The EMA previously granted Priority Medicines (PRIME) eligibility and
Orphan Medicinal Product designation to ZYNTEGLO for the treatment of
TDT. ZYNTEGLO is also part of the EMA’s Adaptive Pathways pilot program,
which is part of the EMA’s effort to improve timely access for patients
to new medicines.
The U.S. Food and Drug Administration (FDA) also granted ZYNTEGLO Orphan
Drug status and Breakthrough Therapy designation for the treatment of
LentiGlobin for TDT continues to be evaluated in the ongoing Phase 3
Northstar-2 and Northstar-3 studies and the long-term follow-up study
LTF-303. For more information about the ongoing clinical studies, visit www.northstarclinicalstudies.com
and use identifier NCT01745120 for Northstar (HGB-204), NCT02906202 for
Northstar-2 (HGB-207), NCT03207009 for Northstar-3 (HGB-212) and
NCT02633943 for LTF-303.
About bluebird bio, Inc.
bluebird bio is pioneering gene therapy with purpose. From
our Cambridge, Mass., headquarters, we’re developing gene therapies for
severe genetic diseases and cancer, with the goal that people facing
potentially fatal conditions with limited treatment options can live
their lives fully. Beyond our labs, we’re working to positively disrupt
the healthcare system to create access, transparency and education so
that gene therapy can become available to all those who can benefit.
bluebird bio is a human company powered by human stories. We’re putting
our care and expertise to work across a spectrum of disorders by
researching cerebral adrenoleukodystrophy, sickle cell disease,
transfusion-dependent β-thalassemia and multiple myeloma using three
gene therapy technologies: gene addition, cell therapy and
(megaTAL-enabled) gene editing.
bluebird bio has additional nests in Seattle, Wash.; Durham, N.C.; and
Zug, Switzerland. For more information, visit bluebirdbio.com.
ZYNTEGLO and LentiGlobin are trademarks of bluebird bio.

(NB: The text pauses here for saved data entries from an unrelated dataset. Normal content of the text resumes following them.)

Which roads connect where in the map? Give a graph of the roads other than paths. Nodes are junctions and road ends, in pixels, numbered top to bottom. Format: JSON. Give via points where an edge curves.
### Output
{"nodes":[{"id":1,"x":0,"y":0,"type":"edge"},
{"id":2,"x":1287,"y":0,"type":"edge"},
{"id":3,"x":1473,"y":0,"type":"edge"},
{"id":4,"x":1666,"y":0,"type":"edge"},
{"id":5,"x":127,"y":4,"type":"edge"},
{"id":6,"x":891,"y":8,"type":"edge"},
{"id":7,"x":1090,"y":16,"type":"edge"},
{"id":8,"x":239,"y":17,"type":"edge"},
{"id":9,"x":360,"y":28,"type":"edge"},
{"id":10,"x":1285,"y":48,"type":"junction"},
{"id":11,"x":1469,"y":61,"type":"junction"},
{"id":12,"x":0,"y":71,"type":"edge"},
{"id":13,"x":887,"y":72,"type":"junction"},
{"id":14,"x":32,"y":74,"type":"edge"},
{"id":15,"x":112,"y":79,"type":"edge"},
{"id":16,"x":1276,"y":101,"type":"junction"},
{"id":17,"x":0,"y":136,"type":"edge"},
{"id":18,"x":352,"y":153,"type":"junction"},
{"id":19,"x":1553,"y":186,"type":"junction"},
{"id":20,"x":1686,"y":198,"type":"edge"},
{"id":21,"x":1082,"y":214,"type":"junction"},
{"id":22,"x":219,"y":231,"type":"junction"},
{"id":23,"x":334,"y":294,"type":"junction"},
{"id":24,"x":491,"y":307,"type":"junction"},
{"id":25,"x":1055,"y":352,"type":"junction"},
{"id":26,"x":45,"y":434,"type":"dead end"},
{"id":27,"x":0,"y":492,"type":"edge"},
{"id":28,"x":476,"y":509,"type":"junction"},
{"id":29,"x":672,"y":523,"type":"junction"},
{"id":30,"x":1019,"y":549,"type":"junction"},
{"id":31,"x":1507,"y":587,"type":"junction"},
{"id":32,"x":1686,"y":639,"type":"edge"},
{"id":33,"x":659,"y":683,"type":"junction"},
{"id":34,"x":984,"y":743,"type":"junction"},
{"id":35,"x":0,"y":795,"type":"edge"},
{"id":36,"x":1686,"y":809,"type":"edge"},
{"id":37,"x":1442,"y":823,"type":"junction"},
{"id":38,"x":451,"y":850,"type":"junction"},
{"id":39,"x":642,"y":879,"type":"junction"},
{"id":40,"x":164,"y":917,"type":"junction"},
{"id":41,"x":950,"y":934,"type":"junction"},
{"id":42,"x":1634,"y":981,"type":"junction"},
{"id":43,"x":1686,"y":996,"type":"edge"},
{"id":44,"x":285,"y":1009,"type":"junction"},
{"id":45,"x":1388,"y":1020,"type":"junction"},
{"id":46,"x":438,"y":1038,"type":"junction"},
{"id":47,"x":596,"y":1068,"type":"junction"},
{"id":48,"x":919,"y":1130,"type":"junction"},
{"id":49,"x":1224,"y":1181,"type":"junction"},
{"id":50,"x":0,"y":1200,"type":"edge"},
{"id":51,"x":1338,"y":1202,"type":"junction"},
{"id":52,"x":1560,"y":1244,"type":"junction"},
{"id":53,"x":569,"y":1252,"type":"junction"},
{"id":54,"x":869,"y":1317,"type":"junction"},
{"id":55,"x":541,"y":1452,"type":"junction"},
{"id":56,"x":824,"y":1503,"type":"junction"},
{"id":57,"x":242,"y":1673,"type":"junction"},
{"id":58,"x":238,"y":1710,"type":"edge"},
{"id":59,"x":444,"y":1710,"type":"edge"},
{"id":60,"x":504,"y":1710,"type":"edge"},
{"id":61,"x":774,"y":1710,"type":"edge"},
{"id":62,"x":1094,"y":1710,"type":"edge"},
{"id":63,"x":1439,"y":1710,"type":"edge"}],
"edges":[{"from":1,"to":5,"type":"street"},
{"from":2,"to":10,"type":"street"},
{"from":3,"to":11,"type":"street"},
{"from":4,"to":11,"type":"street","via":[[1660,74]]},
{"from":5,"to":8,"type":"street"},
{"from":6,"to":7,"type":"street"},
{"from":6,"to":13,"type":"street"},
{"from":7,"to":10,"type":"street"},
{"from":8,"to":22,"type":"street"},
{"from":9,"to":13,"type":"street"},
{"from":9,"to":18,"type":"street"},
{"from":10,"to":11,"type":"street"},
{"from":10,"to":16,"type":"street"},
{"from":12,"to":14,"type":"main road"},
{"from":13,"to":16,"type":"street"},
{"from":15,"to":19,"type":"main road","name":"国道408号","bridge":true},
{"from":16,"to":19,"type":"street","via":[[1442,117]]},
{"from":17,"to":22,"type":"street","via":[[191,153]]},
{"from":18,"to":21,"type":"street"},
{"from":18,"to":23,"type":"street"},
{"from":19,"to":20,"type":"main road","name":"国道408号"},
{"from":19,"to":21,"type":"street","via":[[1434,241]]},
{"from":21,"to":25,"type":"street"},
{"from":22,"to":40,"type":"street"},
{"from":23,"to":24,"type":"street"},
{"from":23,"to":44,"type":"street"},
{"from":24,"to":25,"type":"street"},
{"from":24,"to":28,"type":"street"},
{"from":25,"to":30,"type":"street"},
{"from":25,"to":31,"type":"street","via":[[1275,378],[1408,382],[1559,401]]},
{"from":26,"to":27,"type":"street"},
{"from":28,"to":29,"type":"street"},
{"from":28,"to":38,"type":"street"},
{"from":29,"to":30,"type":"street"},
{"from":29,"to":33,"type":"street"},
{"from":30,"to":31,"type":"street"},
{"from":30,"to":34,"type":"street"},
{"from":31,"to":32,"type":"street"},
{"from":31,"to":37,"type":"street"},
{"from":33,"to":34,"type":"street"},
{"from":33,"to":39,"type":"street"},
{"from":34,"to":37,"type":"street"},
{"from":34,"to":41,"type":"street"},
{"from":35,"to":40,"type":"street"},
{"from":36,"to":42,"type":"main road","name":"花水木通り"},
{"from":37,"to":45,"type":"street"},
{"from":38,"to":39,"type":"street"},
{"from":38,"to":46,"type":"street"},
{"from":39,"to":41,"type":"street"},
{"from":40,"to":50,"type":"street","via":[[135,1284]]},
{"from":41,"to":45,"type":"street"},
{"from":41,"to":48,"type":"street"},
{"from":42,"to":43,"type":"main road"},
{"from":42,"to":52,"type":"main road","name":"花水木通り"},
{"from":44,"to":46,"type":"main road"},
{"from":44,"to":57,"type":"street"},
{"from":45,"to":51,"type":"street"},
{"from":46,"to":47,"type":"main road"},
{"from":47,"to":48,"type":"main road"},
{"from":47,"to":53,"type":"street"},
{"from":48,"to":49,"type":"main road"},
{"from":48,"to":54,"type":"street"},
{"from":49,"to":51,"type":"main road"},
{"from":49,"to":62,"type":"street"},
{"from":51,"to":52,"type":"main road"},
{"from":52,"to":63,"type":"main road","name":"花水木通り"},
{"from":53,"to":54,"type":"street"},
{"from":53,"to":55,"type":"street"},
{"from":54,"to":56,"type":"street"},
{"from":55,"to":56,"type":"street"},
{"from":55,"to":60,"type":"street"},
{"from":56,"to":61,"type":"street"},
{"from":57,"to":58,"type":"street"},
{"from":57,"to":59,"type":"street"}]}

The full common name for ZYNTEGLO: A genetically modified autologous
CD34+ cell enriched population that contains hematopoietic stem cells
transduced with lentiviral vector encoding the βA-T87Q-globin
This release contains “forward-looking statements” within the meaning
of the Private Securities Litigation Reform Act of 1995. Any
forward-looking statements are based on management’s current
expectations of future events and are subject to a number of risks and
uncertainties that could cause actual results to differ materially and
adversely from those set forth in or implied by such forward-looking
statements. These risks and uncertainties include, but are not limited
to: the risk that the efficacy and safety results from our prior and
ongoing clinical trials of LentiGlobin for TDT will not continue or be
repeated in our ongoing or planned clinical trials of LentiGlobin for
TDT; the risk that the current or planned clinical trials of LentiGlobin
for TDT will be insufficient to support future regulatory submissions in
the U.S. and EU or additional marketing authorizations; the risk that
the production of HbAT87Q may not be sustained
over extended periods of time; and the risk that we may not secure
adequate pricing or reimbursement to support continued development or
commercialization of LentiGlobin for TDT. For a discussion of other
risks and uncertainties, and other important factors, any of which could
cause our actual results to differ from those contained in the
forward-looking statements, see the section entitled “Risk Factors” in
our most recent Form 10-Q as well as discussions of potential risks,
uncertainties and other important factors in our subsequent filings with
the Securities and Exchange Commission. All information in this press
release is as of the date of the release, and bluebird bio undertakes no
duty to update this information unless required by law.